=== Begin Enclosure ===
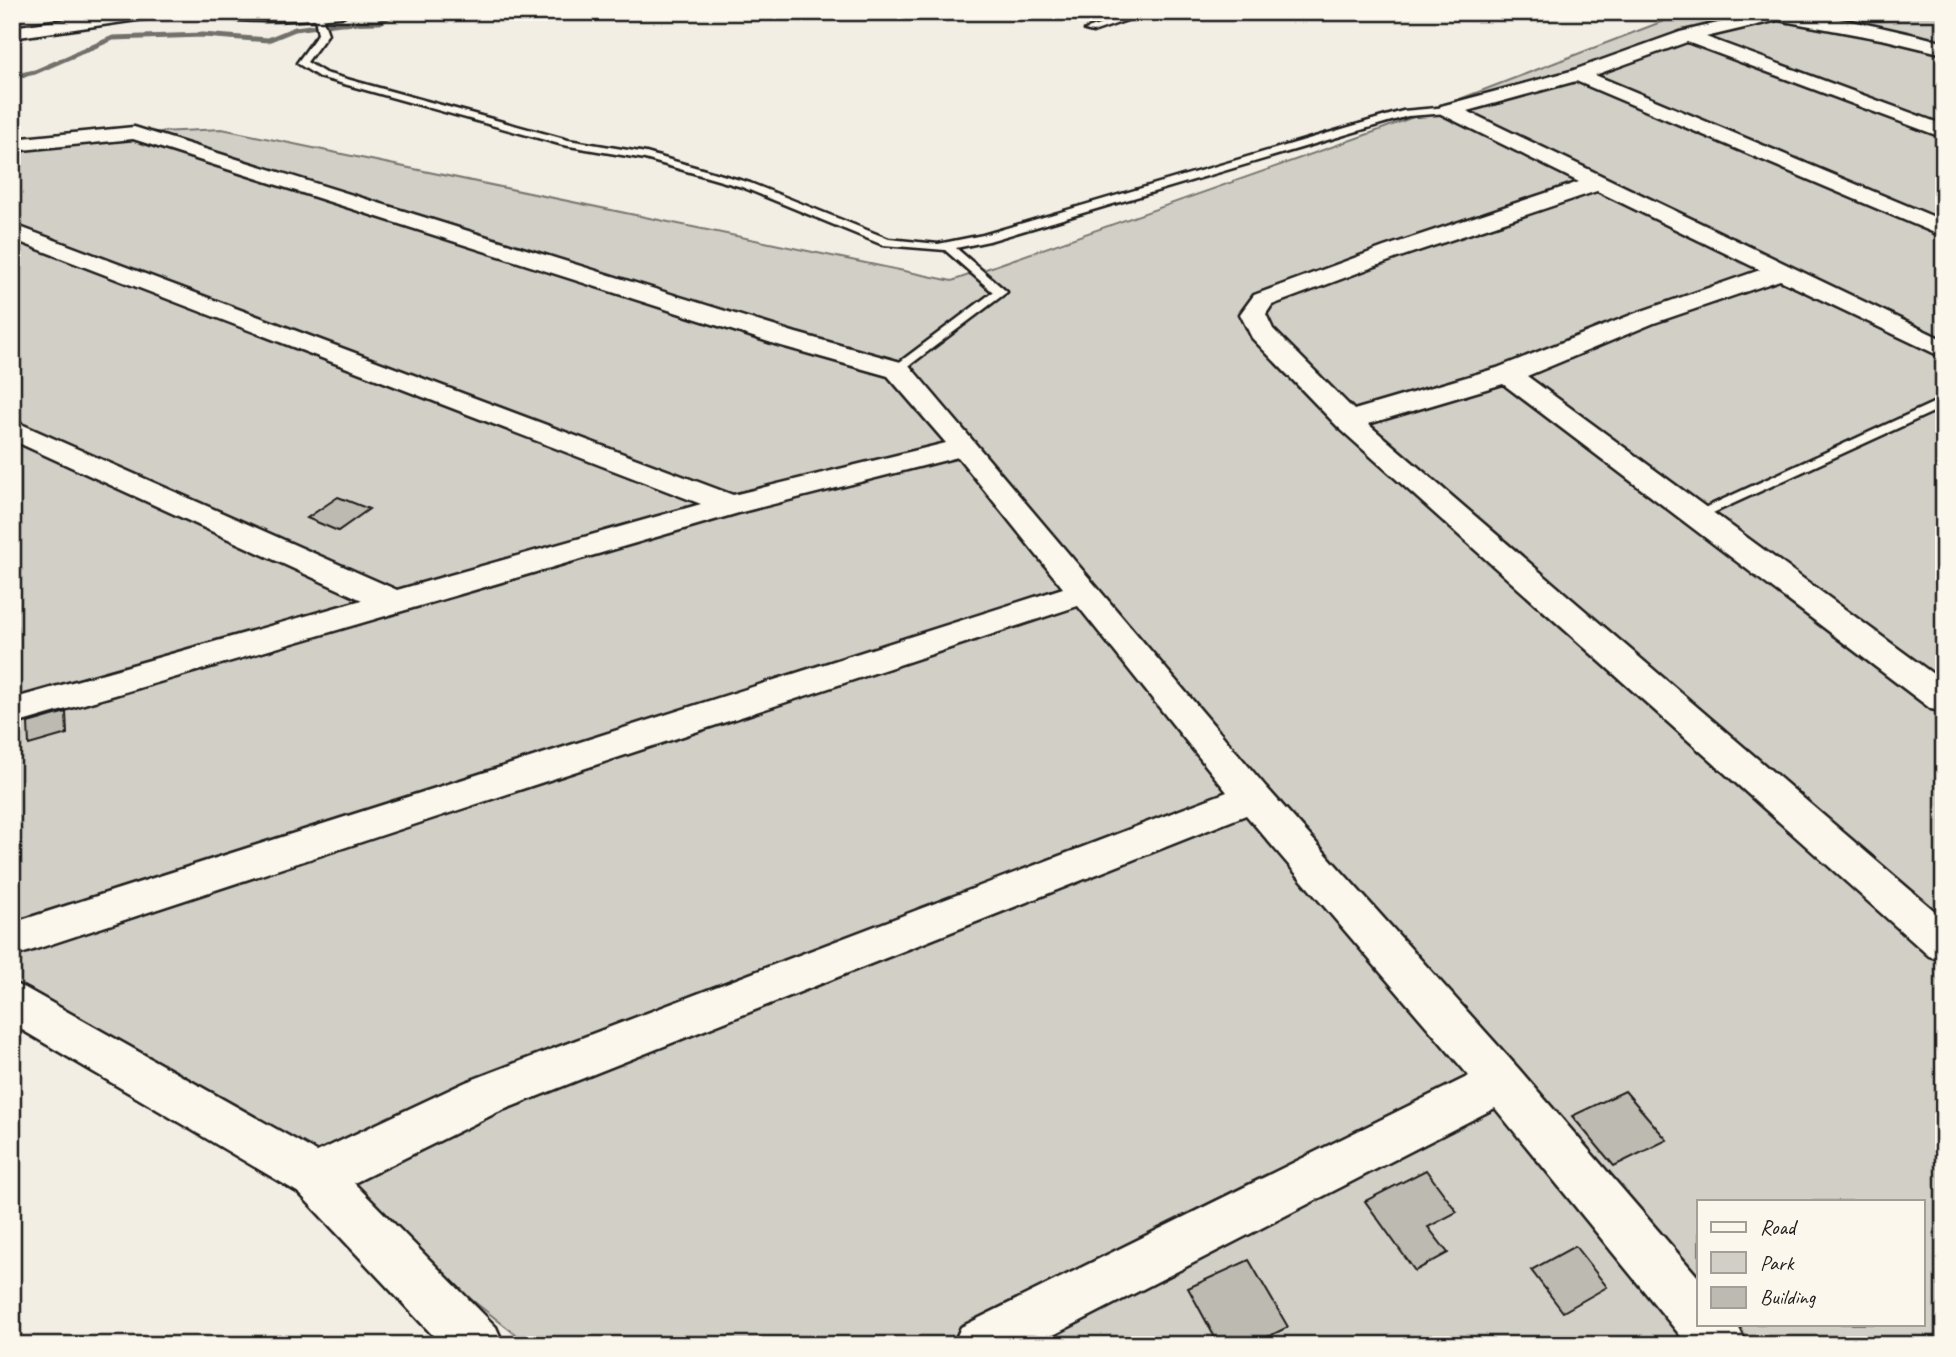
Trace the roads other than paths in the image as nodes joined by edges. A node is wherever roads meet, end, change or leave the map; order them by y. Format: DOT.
graph roads {
  1 [pos="158,12"];
  2 [pos="216,12"];
  3 [pos="341,12"];
  4 [pos="1146,12"];
  5 [pos="1730,12"];
  6 [pos="1782,13"];
  7 [pos="1749,21"];
  8 [pos="320,22"];
  9 [pos="1090,30"];
  10 [pos="12,33"];
  11 [pos="1687,36"];
  12 [pos="1944,48"];
  13 [pos="1578,75"];
  14 [pos="1448,110"];
  15 [pos="1944,132"];
  16 [pos="12,145"];
  17 [pos="1598,183"];
  18 [pos="1944,230"];
  19 [pos="12,232"];
  20 [pos="947,246"];
  21 [pos="1782,271"];
  22 [pos="1944,350"];
  23 [pos="898,370"];
  24 [pos="1507,374"];
  25 [pos="1944,402"];
  26 [pos="1348,421"];
  27 [pos="12,429"];
  28 [pos="965,447"];
  29 [pos="731,505"];
  30 [pos="1698,515"];
  31 [pos="1085,592"];
  32 [pos="394,602"];
  33 [pos="1944,700"];
  34 [pos="12,712"];
  35 [pos="1253,797"];
  36 [pos="12,940"];
  37 [pos="1944,944"];
  38 [pos="12,1002"];
  39 [pos="1502,1082"];
  40 [pos="316,1177"];
  41 [pos="1697,1316"];
  42 [pos="1706,1326"];
  43 [pos="478,1345"];
  44 [pos="979,1345"];
  45 [pos="1721,1345"];
  1 -- 10 [label="street"];
  2 -- 8 [label="street"];
  3 -- 8 [label="street"];
  4 -- 9 [label="lane"];
  5 -- 7 [label="lane"];
  6 -- 7 [label="street"];
  6 -- 12 [label="street"];
  7 -- 11 [label="street"];
  8 -- 20 [label="lane"];
  11 -- 13 [label="street"];
  11 -- 15 [label="street"];
  13 -- 14 [label="street"];
  13 -- 18 [label="street"];
  14 -- 17 [label="street"];
  14 -- 20 [label="lane"];
  16 -- 23 [label="street"];
  17 -- 21 [label="street"];
  17 -- 26 [label="street"];
  19 -- 29 [label="street"];
  20 -- 23 [label="lane"];
  21 -- 22 [label="street"];
  21 -- 24 [label="street"];
  23 -- 28 [label="street"];
  24 -- 26 [label="street"];
  24 -- 30 [label="street"];
  25 -- 30 [label="lane"];
  26 -- 37 [label="street"];
  27 -- 32 [label="street"];
  28 -- 29 [label="street"];
  28 -- 31 [label="street"];
  29 -- 32 [label="street"];
  30 -- 33 [label="street"];
  31 -- 35 [label="street"];
  31 -- 36 [label="street"];
  32 -- 34 [label="street"];
  35 -- 39 [label="street"];
  35 -- 40 [label="street"];
  38 -- 40 [label="street"];
  39 -- 41 [label="street"];
  39 -- 44 [label="street"];
  40 -- 43 [label="street"];
  42 -- 45 [label="street"];
}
=== End Enclosure ===
* _What is being asked_
Wherever the word "lane" appears in the listing above, copy the whole line.

* _Solved problem_
  4 -- 9 [label="lane"];
  5 -- 7 [label="lane"];
  8 -- 20 [label="lane"];
  14 -- 20 [label="lane"];
  20 -- 23 [label="lane"];
  25 -- 30 [label="lane"];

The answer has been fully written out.